Explanation of LSTM_cell call

Maybe this is trivial but in of week 1 assignment 3 UNQ_C1 djmodel, there’s a call to LSTM cell which is
a, _, c = LSTM_cell(inputs=x, initial_state=[a, c])

Here I don’t understand why the output should be a, something maybe unimportant and c. Took a look at examples in the documentation but I see they often write:
outputs = lstm_cell(inputs)

I tried outputs = LSTM_cell(inputs=x, initial_state=[a, c]) and got a list of many Tensors, but still have no idea what they are exactly.

Can somebody explain what this _ part is or give me a pointer?

a = output for current step
c = hidden state

Does this help?

The _ is a placeholder for a return parameter that is ignored.

When you call a function that returns multiple return values in python, you have two choices:

  1. You can specify the list of return values.
  2. You can give a single return value.

In some other languages, e.g. MATLAB, using option 2 just gives you the first return value and discards the rest. Python is different: it converts all the output values into a single “tuple” and returns that. The thing to note for option 1) is that in that case your list needs to match exactly the number of return values or it just throws an error.

But if you want to understand what the output values are, you need to understand the definition of the function, right? Here’s the definition from earlier in the notebook:

LSTM_cell = LSTM(n_a, return_state = True)

So you need to look at the documentation of tf.keras.layers.LSTM. That is a subclass of “Layer” in Keras, so calling it like that returns a function.

Here’s what the documentation says about the inputs to that function.

For the output, you have to dig around a bit more. It turns out LSTM inherits from a number of parent classes. The one that matters for the output question is RNN. Here’s a good page to read to understand more about all this.

Thank you for your helpful comment. I reread the documentations you linked and found out that when we set argument return_state = True as stated in the programming exercise, a call to LSTM function returns the output, hidden state and cell state respectively. Here’s an example from the documentation:

output, state_h, state_c = layers.LSTM(64, return_state=True, name="encoder")(encoder_embedded)

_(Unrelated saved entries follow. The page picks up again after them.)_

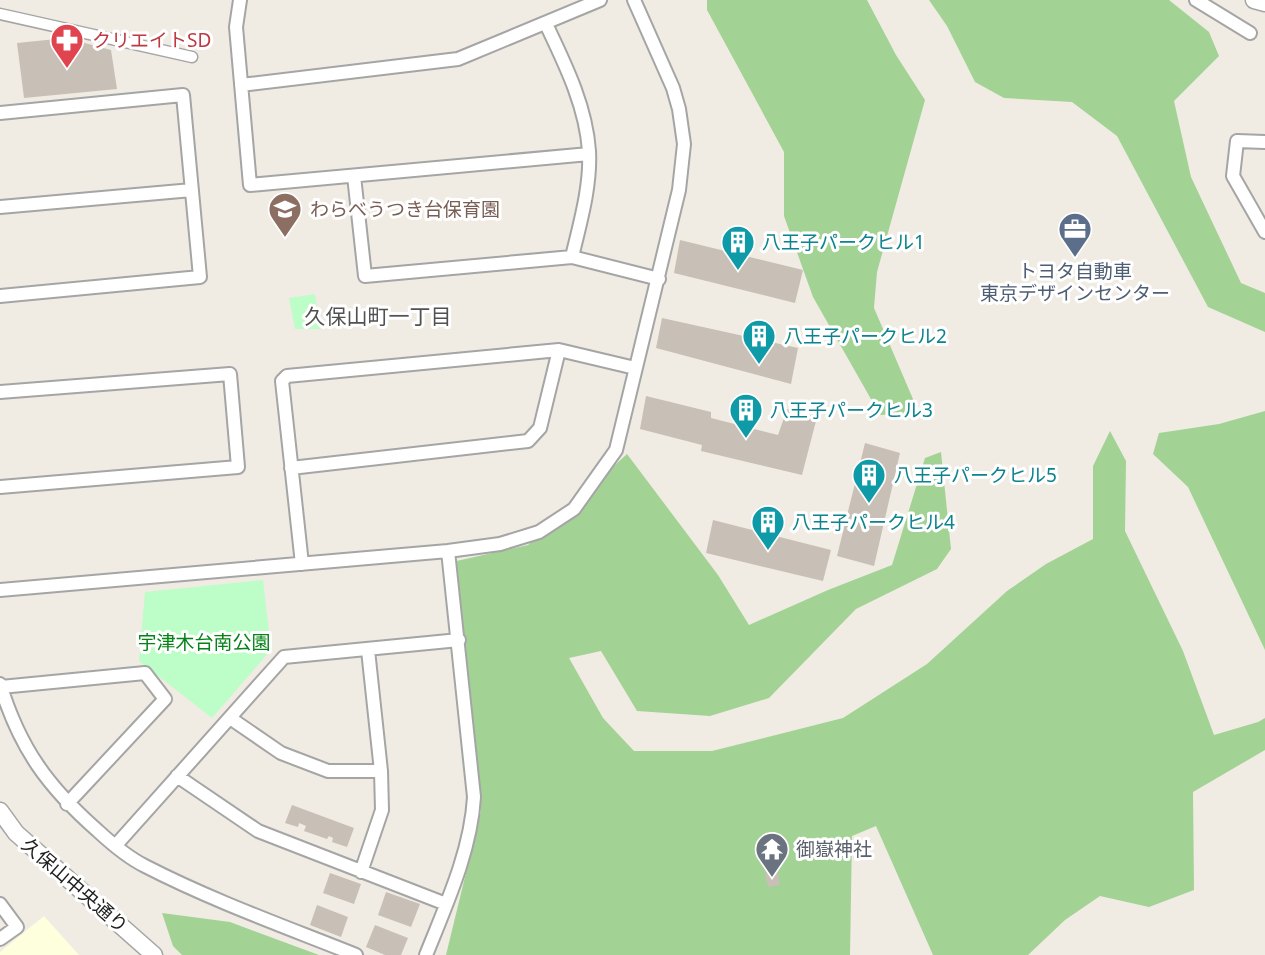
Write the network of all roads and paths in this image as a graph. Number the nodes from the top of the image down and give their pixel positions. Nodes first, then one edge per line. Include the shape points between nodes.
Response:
1 (240, 0) edge
2 (600, 0) edge
3 (634, 0) edge
4 (1196, 0) edge
5 (1254, 0) edge
6 (1265, 3) edge
7 (0, 14) edge
8 (547, 24) junction
9 (1250, 33) dead end
10 (192, 57) dead end
11 (241, 85) junction
12 (0, 113) edge
13 (1265, 142) edge
14 (589, 154) junction
15 (354, 176) junction
16 (192, 190) junction
17 (0, 207) edge
18 (1262, 221) edge
19 (1265, 232) edge
20 (572, 257) junction
21 (659, 279) junction
22 (0, 296) edge
23 (559, 350) junction
24 (635, 368) junction
25 (0, 392) edge
26 (291, 468) junction
27 (0, 487) edge
28 (448, 551) junction
29 (302, 564) junction
30 (0, 590) edge
31 (459, 640) junction
32 (368, 650) junction
33 (1, 685) edge
34 (230, 718) junction
35 (382, 771) junction
36 (177, 776) junction
37 (67, 804) junction
38 (0, 811) edge
39 (116, 845) junction
40 (361, 872) junction
41 (0, 904) edge
42 (446, 904) junction
43 (0, 939) edge
44 (154, 955) edge
45 (356, 955) edge
46 (426, 955) edge

1 - 11 street via 236,27
2 - 8 street
3 - 21 street via 673,88 684,144
4 - 9 street
5 - 6 street
7 - 10 street
8 - 11 street via 458,60
8 - 14 street via 585,120
11 - 15 street via 250,185
12 - 16 street via 183,95
13 - 18 street via 1237,141 1233,176
14 - 15 street
14 - 20 street
15 - 20 street via 365,276
16 - 17 street
16 - 22 street via 200,277
18 - 19 street
20 - 21 street
21 - 24 street
23 - 24 street
23 - 26 street via 540,428 528,441
23 - 26 street via 287,376 282,381
24 - 28 street via 616,450 574,509 539,532 500,544
25 - 27 street via 230,374 238,467
26 - 29 street
28 - 29 street
28 - 31 street
29 - 30 street
31 - 32 street
31 - 42 street via 473,821
32 - 34 street via 284,657
32 - 35 street
33 - 37 street via 24,745
33 - 37 street via 145,673 165,699
34 - 35 street via 281,753 328,771
34 - 36 street
35 - 40 street via 382,810
36 - 39 street
36 - 40 street via 258,831
37 - 39 street
38 - 44 street, 久保山中央通り via 16,834
39 - 45 street via 143,865
40 - 42 street
41 - 43 street via 17,927
42 - 46 street

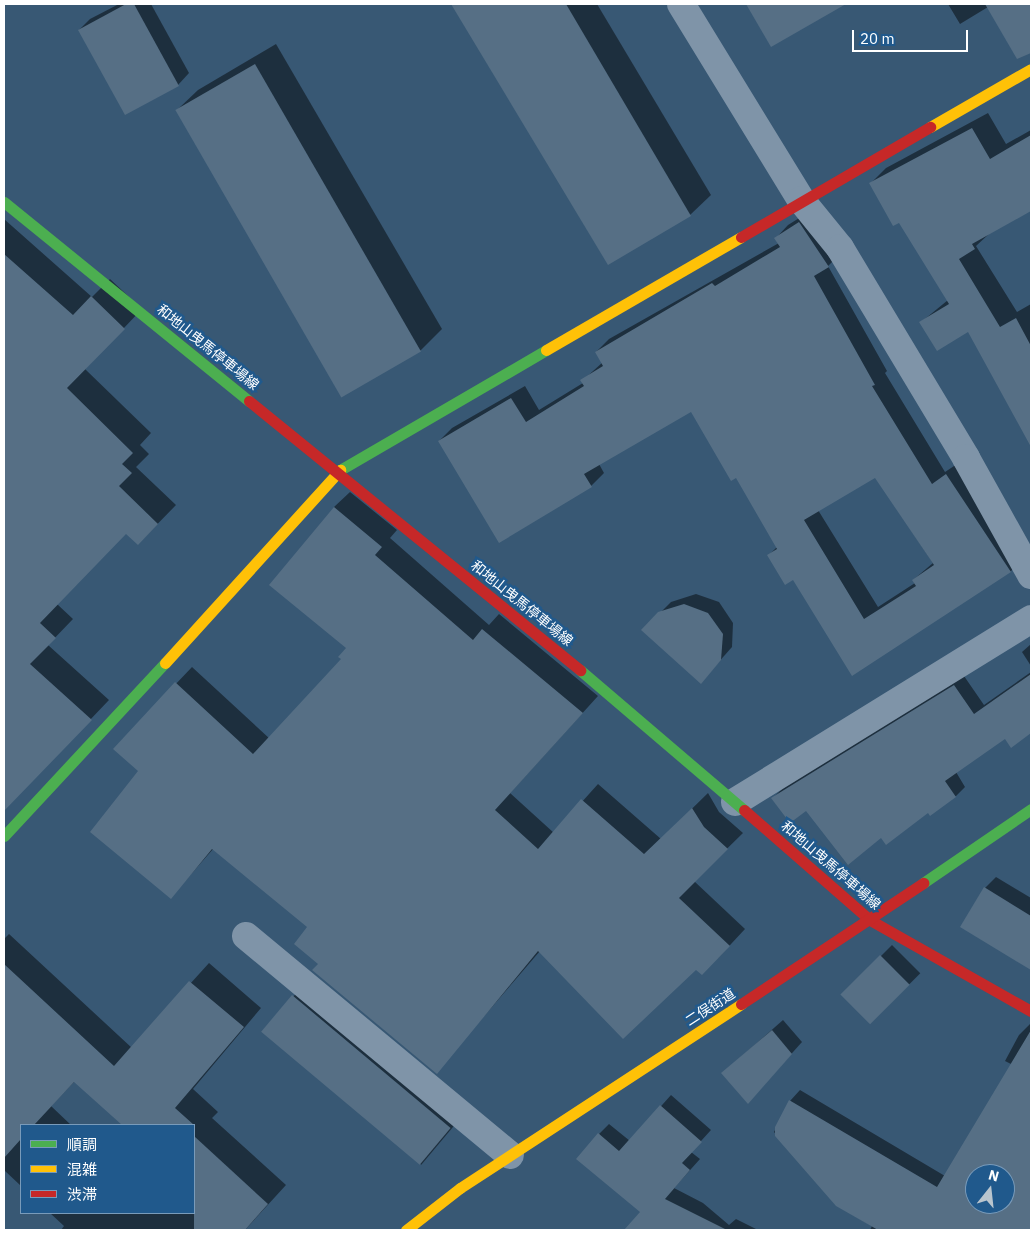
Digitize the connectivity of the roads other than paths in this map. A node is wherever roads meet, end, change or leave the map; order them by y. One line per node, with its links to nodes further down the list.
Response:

Compare it to code in the programming notebook:

a, _, c = LSTM_cell(inputs=x, initial_state=[a, c])

we can see that hidden state a is considered as the output, _ as the hidden state state_h. My question is why we take a as the output when it should be hidden state state_h? E.i. why the code in the programming exercise is not:

output, a, c = LSTM_cell(inputs=x, initial_state=[a, c])

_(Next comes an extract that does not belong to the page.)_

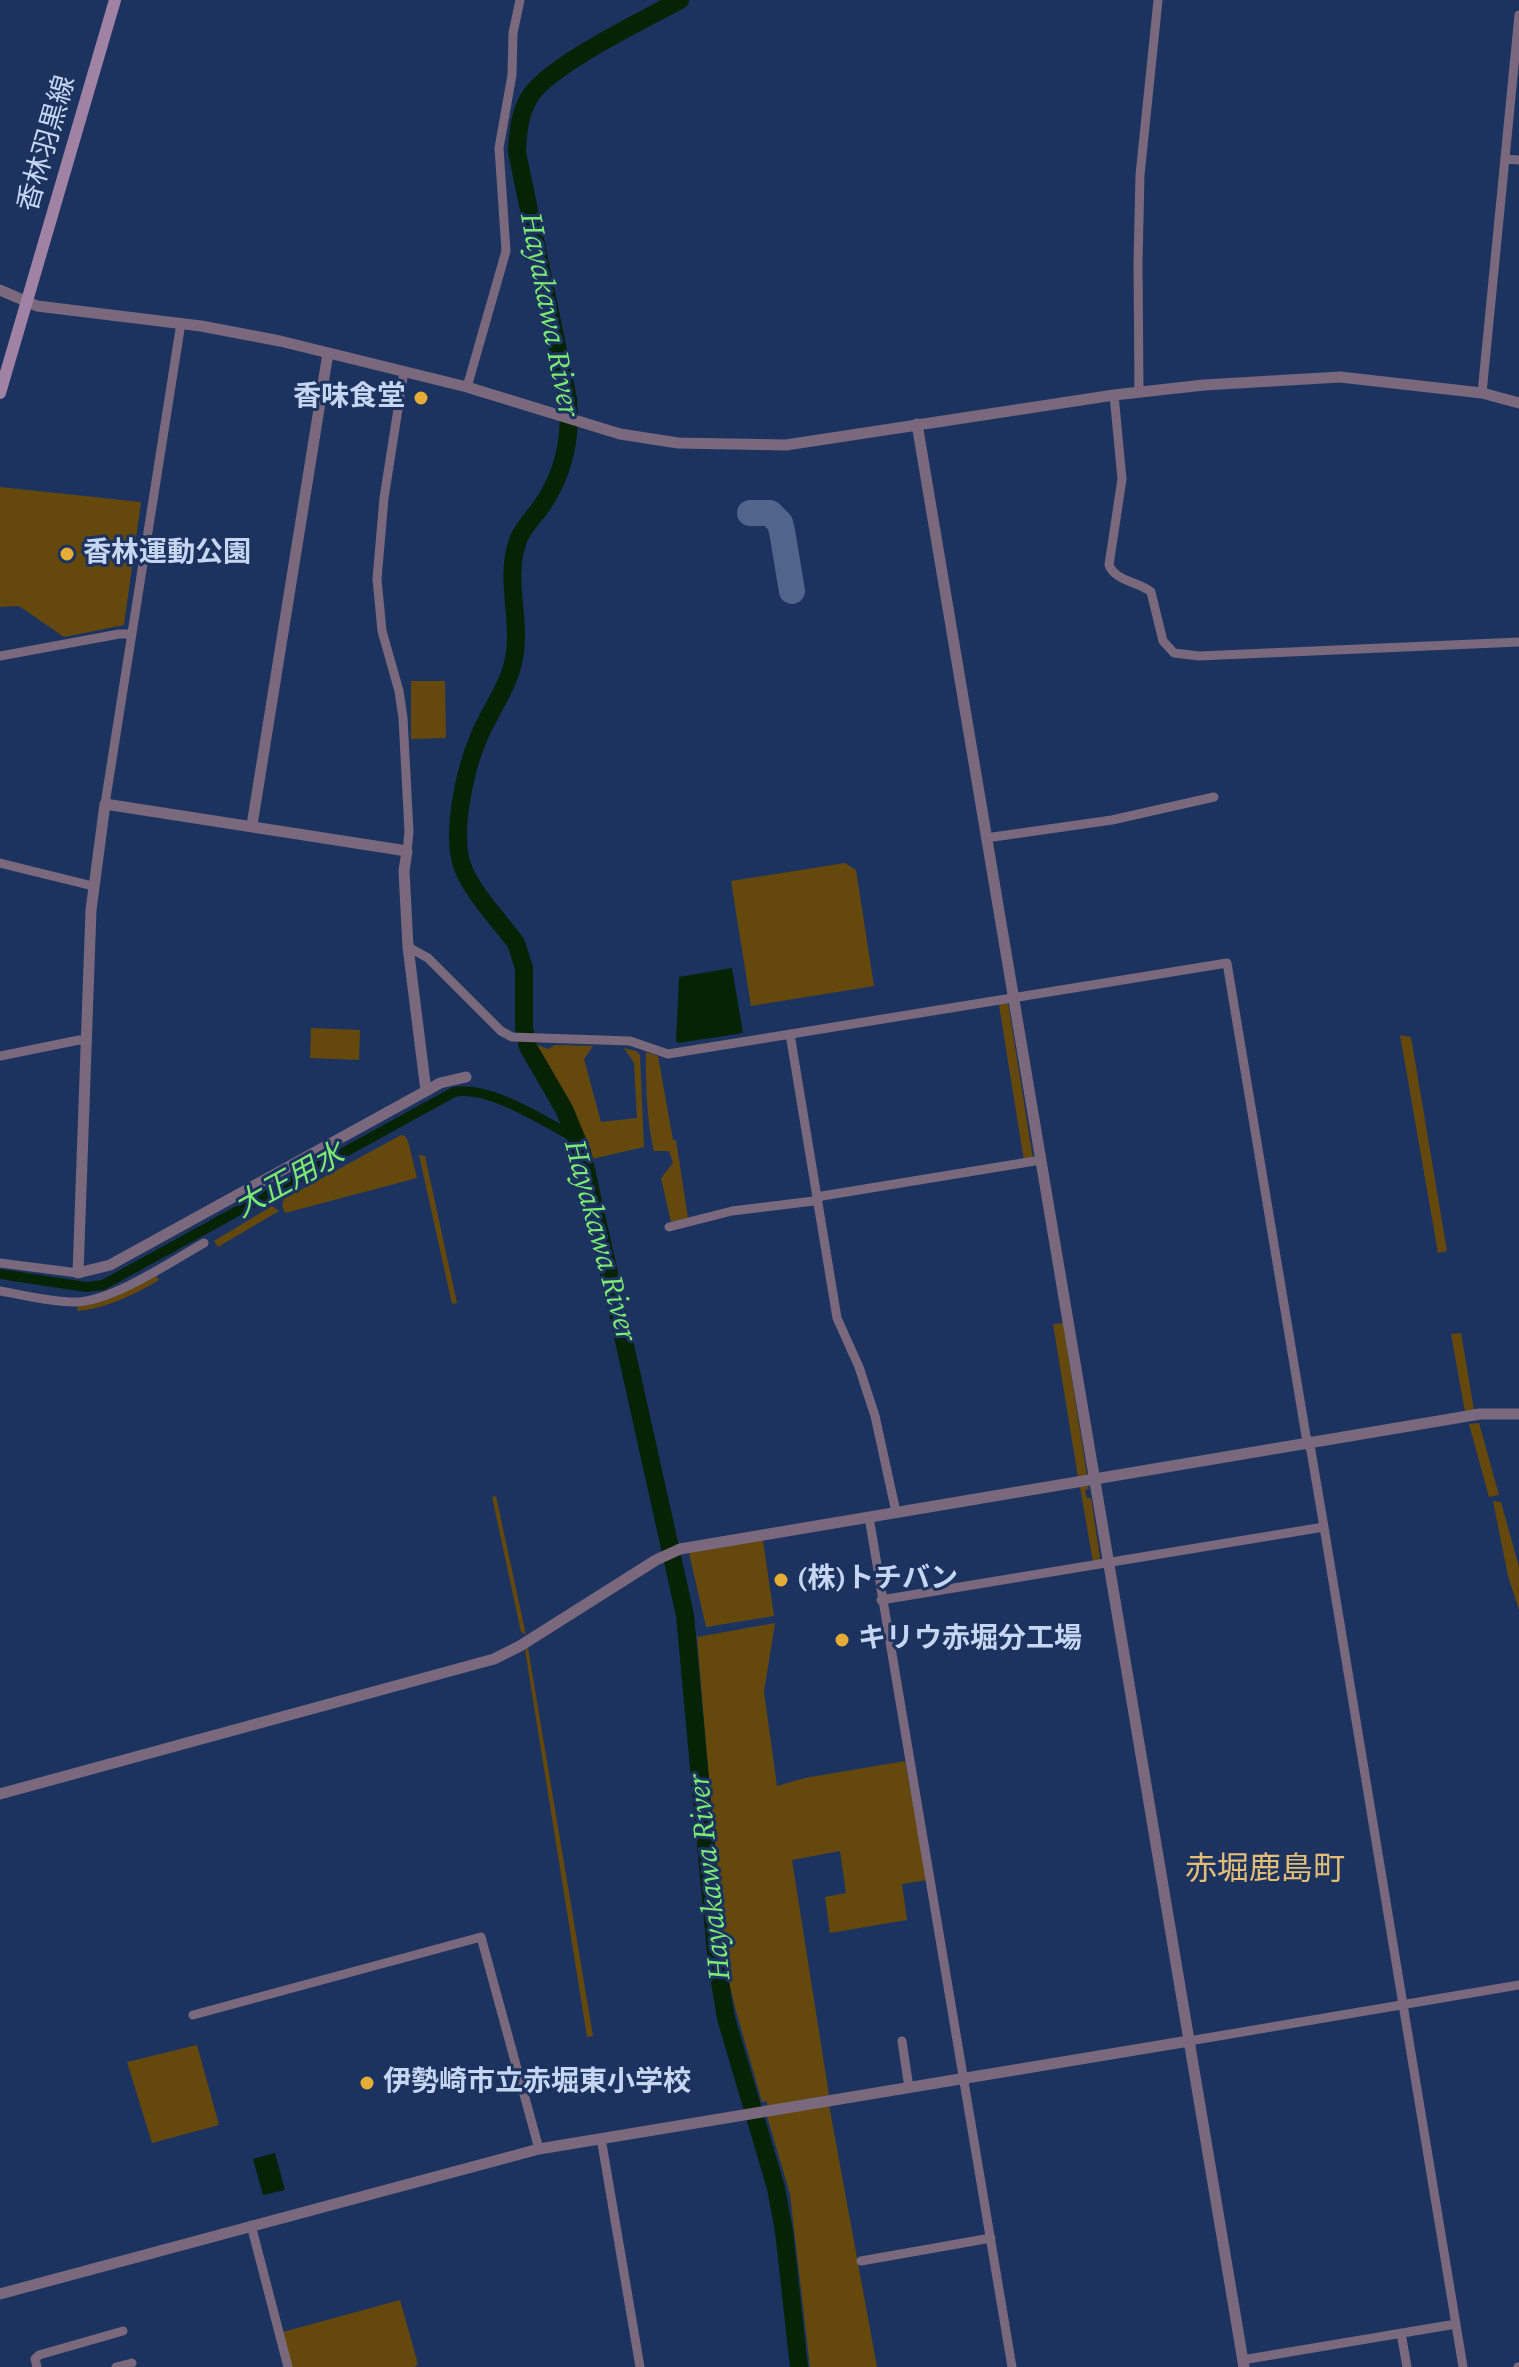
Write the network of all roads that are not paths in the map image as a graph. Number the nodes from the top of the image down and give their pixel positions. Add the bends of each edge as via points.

and then we pass output to the densor() function to get the final output with the wanted shape?

In the programming exercise, we consider a as output and pass it to the densor() function, which is quite confusing as it’s the hidden state, not the output.

This is a good question. I agree that based on the documentation it looks like what they are doing is not what I would have expected. It certainly deserves an explanation. Unfortunately I do not have an answer at this point and it will take some effort to figure this out. My life is pretty complicated right now and for the next couple of weeks, so I will not have the kind of concentrated quality thinking time that would be required to get further. Sorry, I would like to understand better both from a personal learning perspective and also to make sure that this is not a bug in the course. Also please realize that the mentors are just fellow student volunteers. So a) we do not get paid to do this and b) there is no guarantee we actually know all the answers. :nerd_face:

Maybe we’ll get lucky and someone else will stop by who does know more. Or if you have the time and motivation to dig deeper on this, please share anything more that you learn.

1 Like

buddy, did you find out the answer?